Estamos ante un caso muy complejo. Pero difícilmente se le puede apostar a la desmemoria colectiva porque están de por medio los familiares de los jóvenes que insisten en su demanda: “vivos se los llevaron, vivos los queremos”. Ellos no creen en la versión oficial de la PGR, a pesar de que participaron en las investigaciones algunos de los forenses argentinos que cobraron fama por haber identificado a varias de las personas que fueron asesinadas durante la dictadura militar y cuyas madres son conocidas como las “Madres de la Plaza de Mayo”. Es comprensible. Todos los que tenemos hijos podemos darnos una idea del dolor que embarga a esas familias. Un canal de la televisión nacional presentó un reportaje con entrevistas a los familiares. Son gente muy humilde. Muchos viven en la zona de la montaña de Guerrero, la región más pobre del país. Algunas señoras de las que fueron entrevistadas no hablan español. El hecho por sí mismo no significa un problema de discriminación social. Hay varias etnias en el país que se encuentran en esa situación. El problema es la cantidad de abusos a los que se presta esa situación. Sus hijos soñaron con llegar a ser maestros para sacar adelante a sus familias. Los relatos son verdaderamente conmovedores.

Sin duda esos hechos sacudieron al país. María Elena Morera, promotora de la organización no gubernamental México Unido contra la Delincuencia, dijo que la masacre de Ayotzinapa avergüenza a la nación entera.
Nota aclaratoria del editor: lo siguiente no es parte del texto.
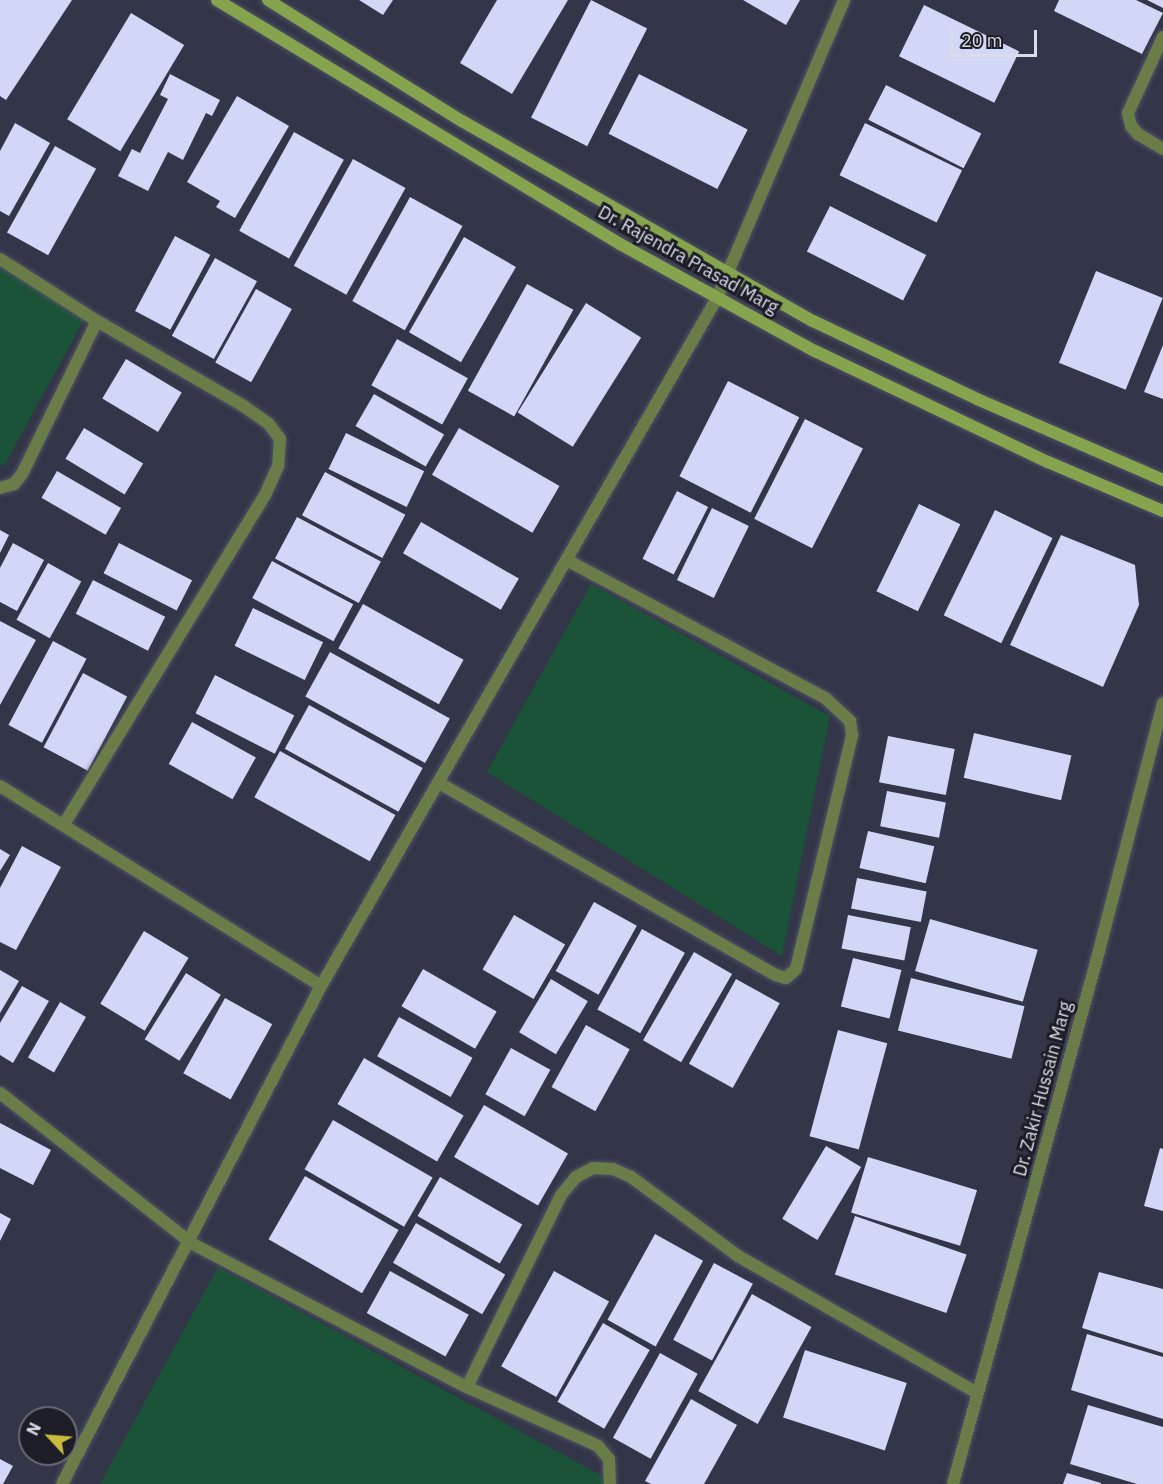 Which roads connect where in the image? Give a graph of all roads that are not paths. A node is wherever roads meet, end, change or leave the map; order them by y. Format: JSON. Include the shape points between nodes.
{"nodes":[{"id":1,"x":217,"y":0,"type":"edge"},
{"id":2,"x":268,"y":0,"type":"edge"},
{"id":3,"x":844,"y":0,"type":"edge"},
{"id":4,"x":1163,"y":37,"type":"edge"},
{"id":5,"x":1163,"y":149,"type":"edge"},
{"id":6,"x":0,"y":259,"type":"edge"},
{"id":7,"x":729,"y":273,"type":"junction"},
{"id":8,"x":717,"y":298,"type":"junction"},
{"id":9,"x":97,"y":321,"type":"junction"},
{"id":10,"x":1163,"y":480,"type":"edge"},
{"id":11,"x":0,"y":488,"type":"edge"},
{"id":12,"x":1163,"y":511,"type":"edge"},
{"id":13,"x":567,"y":560,"type":"junction"},
{"id":14,"x":1163,"y":703,"type":"edge"},
{"id":15,"x":439,"y":783,"type":"junction"},
{"id":16,"x":0,"y":786,"type":"edge"},
{"id":17,"x":64,"y":824,"type":"junction"},
{"id":18,"x":321,"y":986,"type":"junction"},
{"id":19,"x":0,"y":1093,"type":"edge"},
{"id":20,"x":190,"y":1243,"type":"junction"},
{"id":21,"x":467,"y":1387,"type":"junction"},
{"id":22,"x":977,"y":1393,"type":"junction"},
{"id":23,"x":63,"y":1484,"type":"edge"},
{"id":24,"x":610,"y":1484,"type":"edge"},
{"id":25,"x":953,"y":1484,"type":"edge"}],
"edges":[{"from":1,"to":8,"type":"main road","name":"Dr. Rajendra Prasad Marg","via":[[448,143]]},
{"from":2,"to":7,"type":"main road","name":"Dr. Rajendra Prasad Marg","via":[[462,121]]},
{"from":3,"to":7,"type":"street"},
{"from":4,"to":5,"type":"street","via":[[1128,113],[1138,134]]},
{"from":6,"to":9,"type":"street"},
{"from":7,"to":8,"type":"street"},
{"from":7,"to":10,"type":"main road","name":"Dr. Rajendra Prasad Marg","via":[[813,321],[977,399]]},
{"from":8,"to":12,"type":"main road","name":"Dr. Rajendra Prasad Marg","via":[[825,356],[1048,462]]},
{"from":8,"to":13,"type":"street"},
{"from":9,"to":11,"type":"street","via":[[22,474],[14,484]]},
{"from":9,"to":17,"type":"street","via":[[268,423],[280,439],[278,466],[265,495]]},
{"from":13,"to":15,"type":"street"},
{"from":13,"to":15,"type":"street","via":[[825,698],[850,721],[852,735],[796,969],[786,978],[776,975]]},
{"from":14,"to":22,"type":"street","name":"Dr. Zakir Hussain Marg","via":[[1100,951]]},
{"from":15,"to":18,"type":"street"},
{"from":16,"to":17,"type":"street"},
{"from":17,"to":18,"type":"street"},
{"from":18,"to":20,"type":"street"},
{"from":19,"to":20,"type":"street"},
{"from":20,"to":21,"type":"street"},
{"from":20,"to":23,"type":"street"},
{"from":21,"to":22,"type":"street","via":[[561,1195],[576,1177],[593,1168],[613,1169],[631,1178],[738,1256]]},
{"from":21,"to":24,"type":"street","via":[[598,1446],[609,1460]]},
{"from":22,"to":25,"type":"street","name":"Dr. Zakir Hussain Marg"}]}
Tiene razón. Dijo también que poco se ha avanzado en los últimos años en materia de seguridad, a pesar de los pactos firmados y las convocatorias del gobierno. Su posición es muy clara: antes de firmar un nuevo pacto (como el que propuso el presidente Peña Nieto), es necesario recuperar a los 43 normalistas desaparecidos, de preferencia con vida porque vivos se los llevaron.
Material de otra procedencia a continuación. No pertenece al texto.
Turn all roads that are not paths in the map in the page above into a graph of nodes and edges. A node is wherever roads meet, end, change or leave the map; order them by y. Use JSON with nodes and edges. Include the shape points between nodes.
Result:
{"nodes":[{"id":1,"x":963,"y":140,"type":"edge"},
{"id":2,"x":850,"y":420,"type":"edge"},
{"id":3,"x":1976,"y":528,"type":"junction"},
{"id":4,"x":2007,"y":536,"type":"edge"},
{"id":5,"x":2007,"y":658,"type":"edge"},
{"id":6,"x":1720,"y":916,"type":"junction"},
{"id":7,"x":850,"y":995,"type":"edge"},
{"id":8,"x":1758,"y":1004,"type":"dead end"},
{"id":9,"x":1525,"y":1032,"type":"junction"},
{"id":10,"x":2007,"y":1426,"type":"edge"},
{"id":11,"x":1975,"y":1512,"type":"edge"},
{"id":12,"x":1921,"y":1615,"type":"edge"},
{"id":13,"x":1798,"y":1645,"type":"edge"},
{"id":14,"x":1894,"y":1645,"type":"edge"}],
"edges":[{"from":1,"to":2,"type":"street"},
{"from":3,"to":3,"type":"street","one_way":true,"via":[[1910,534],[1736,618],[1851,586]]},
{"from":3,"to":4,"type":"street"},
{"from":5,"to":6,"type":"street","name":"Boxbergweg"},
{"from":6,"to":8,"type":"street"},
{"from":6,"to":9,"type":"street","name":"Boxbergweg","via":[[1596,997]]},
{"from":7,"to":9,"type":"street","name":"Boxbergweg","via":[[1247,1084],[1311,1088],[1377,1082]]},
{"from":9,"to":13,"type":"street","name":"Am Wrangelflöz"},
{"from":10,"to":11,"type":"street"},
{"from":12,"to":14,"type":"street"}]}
Resulta espeluznante, agregaría yo, descubrir una vez más que los cuerpos policiacos forman parte del crimen organizado. Desde hace varios años se ha insistido en la necesidad de capacitar a los policías y de pagarles salarios decorosos, con toda clase de prestaciones, para que rechacen la tentación de involucrarse con las bandas delincuenciales. Todo parece indicar que el esfuerzo no ha servido de gran cosa. Lo vemos en Guerrero, Michoacán, Tamaulipas, el Estado de México y otras entidades del país. Claro que también puede ocurrir que los agentes del orden se vean de pronto ante la famosa disyuntiva: “plata o plomo”. Difícilmente alguien se decidiría por la muerte si tiene otras opciones, aunque impliquen deshonra. Sin embargo, es justo reconocer que sí ha habido casos de verdaderos héroes que han preferido sacrificar su propia vida en beneficio del interés colectivo.
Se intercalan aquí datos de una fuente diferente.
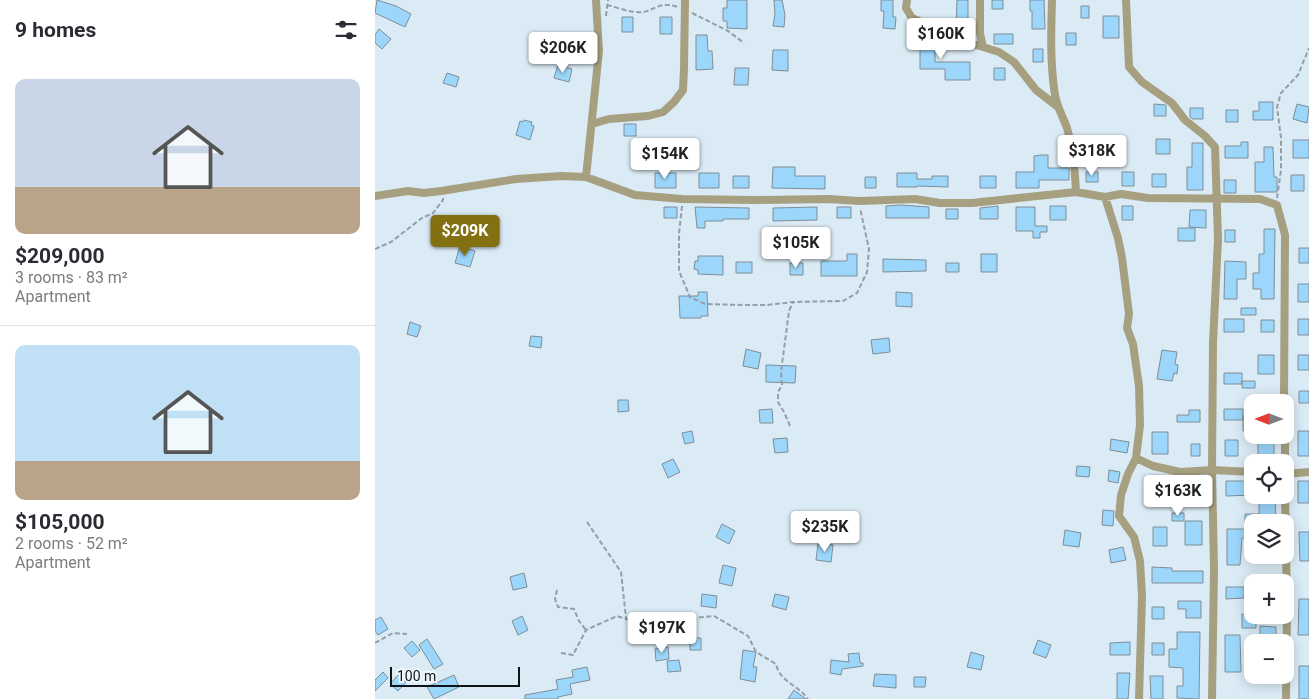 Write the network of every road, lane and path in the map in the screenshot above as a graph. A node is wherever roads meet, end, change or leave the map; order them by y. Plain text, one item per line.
1 (596, 0) edge
2 (685, 0) edge
3 (907, 0) edge
4 (980, 0) edge
5 (1052, 0) edge
6 (1126, 0) edge
7 (607, 5) dead end
8 (685, 10) junction
9 (744, 43) dead end
10 (983, 47) junction
11 (1309, 48) edge
12 (1058, 107) junction
13 (592, 124) junction
14 (586, 177) junction
15 (441, 191) junction
16 (1076, 192) junction
17 (375, 196) edge
18 (1105, 197) junction
19 (682, 199) junction
20 (1217, 200) junction
21 (859, 201) junction
22 (1277, 205) junction
23 (375, 249) edge
24 (793, 302) junction
25 (1284, 394) edge
26 (790, 426) dead end
27 (1136, 458) junction
28 (1212, 470) junction
29 (1244, 472) edge
30 (1309, 472) edge
31 (1294, 473) edge
32 (1285, 504) edge
33 (587, 522) dead end
34 (557, 590) dead end
35 (626, 618) junction
36 (586, 630) junction
37 (407, 634) dead end
38 (375, 643) edge
39 (561, 653) dead end
40 (808, 699) edge
41 (1139, 699) edge
42 (1212, 699) edge
43 (1286, 699) edge

1 - 13 street
2 - 8 street
3 - 10 street
4 - 10 street
5 - 12 street
6 - 20 street
7 - 8 path
8 - 9 path
8 - 13 street
10 - 12 street
11 - 22 path
12 - 16 street
13 - 14 street
14 - 15 street
14 - 19 street
15 - 17 street
15 - 23 path
16 - 18 street
16 - 21 street
18 - 20 street
18 - 27 street
19 - 21 street
19 - 24 path
20 - 22 street
20 - 28 street
21 - 24 path
22 - 25 street
24 - 26 path
27 - 28 street
27 - 41 street
28 - 29 street
28 - 42 street
30 - 31 street
32 - 43 street
33 - 35 path
34 - 36 path
35 - 36 path
35 - 40 path
36 - 39 path
37 - 38 path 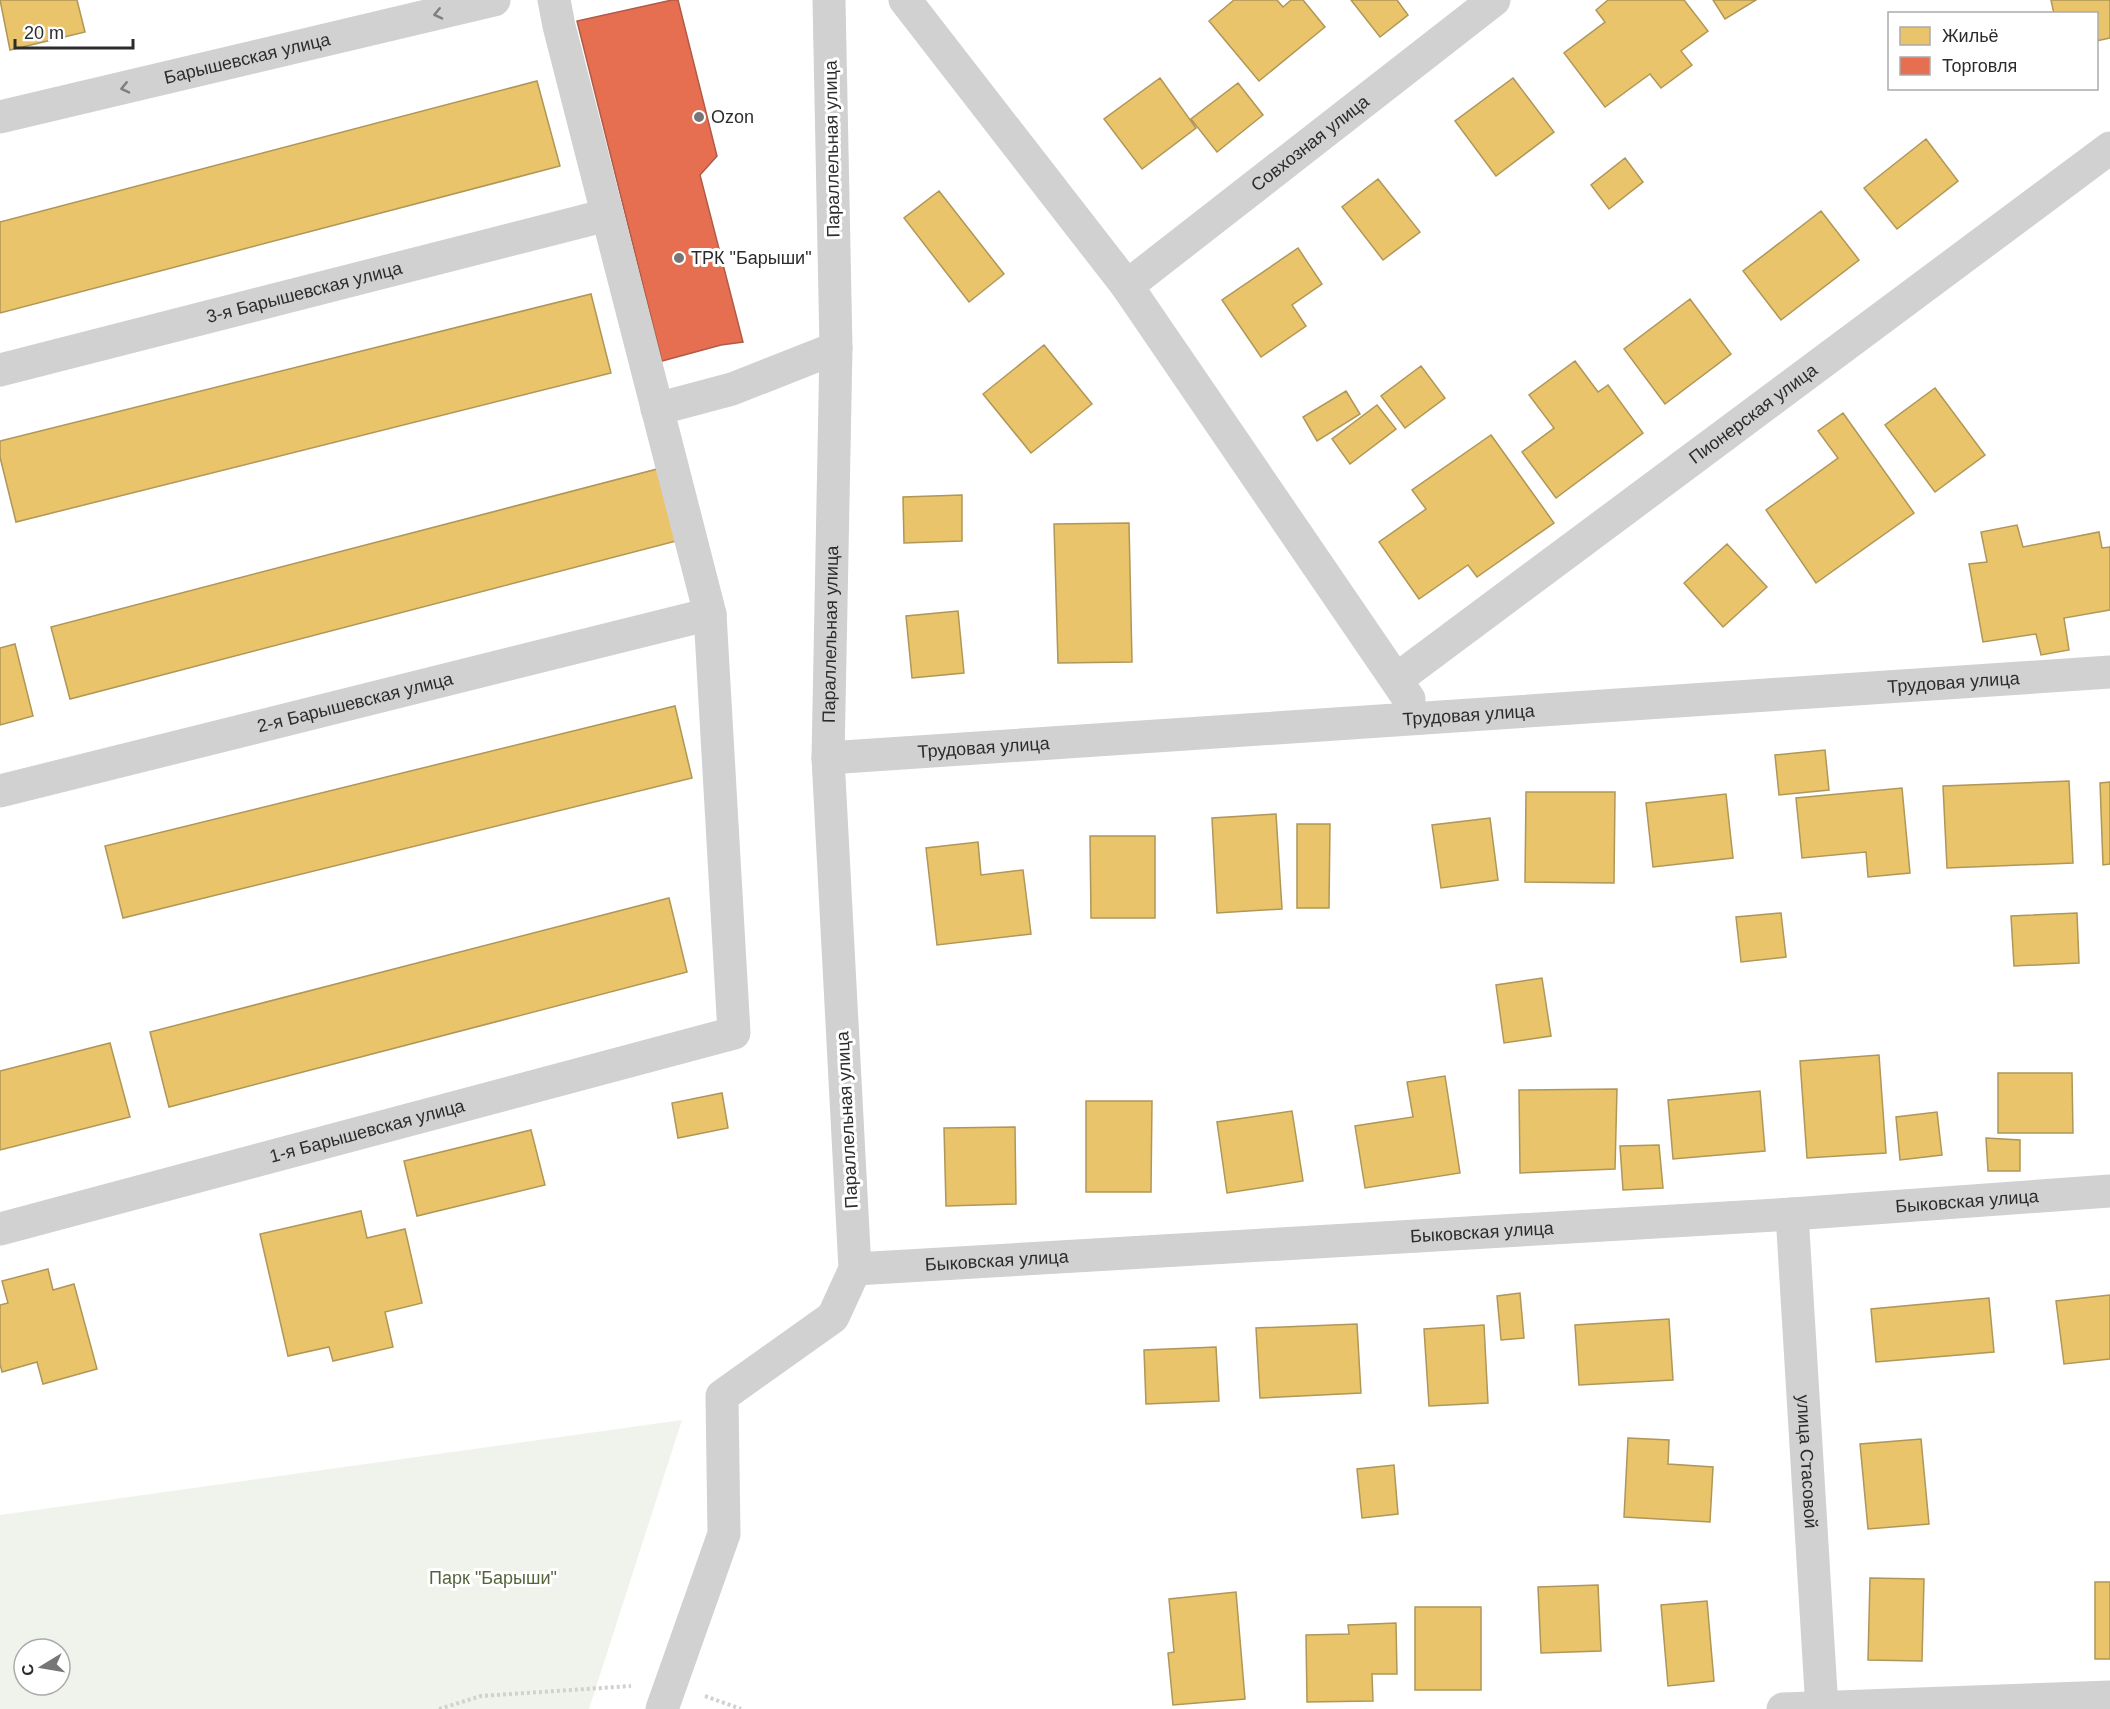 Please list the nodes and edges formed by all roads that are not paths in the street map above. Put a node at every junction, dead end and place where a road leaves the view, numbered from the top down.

Un periodista comentaba que el presidente Peña Nieto se ve demacrado, físicamente deteriorado, visiblemente cansado. No es para menos. En unas cuantas semanas se le juntaron los problemas de Tlatlaya, los estudiantes del Politécnico en paro, los muertos en Iguala y los 43 desaparecidos. Por desgracia, ése es el México real en el que el 5% de las escuelas públicas no tiene paredes y el 67% no tiene piso. En este espacio hemos comentado que hay una enorme cantidad de maestros mexicanos que cobran sin dar clases. Hay escuelas sin maestros. Peor aún, precisamente en el estado de Guerrero hay una escuela con seis maestros… y ¡un solo alumno! El México exitoso, el de las grandes reformas y los reconocimientos internacionales también existe pero es la excepción que confirma la regla. Es difícil aceptarlo, pero así es.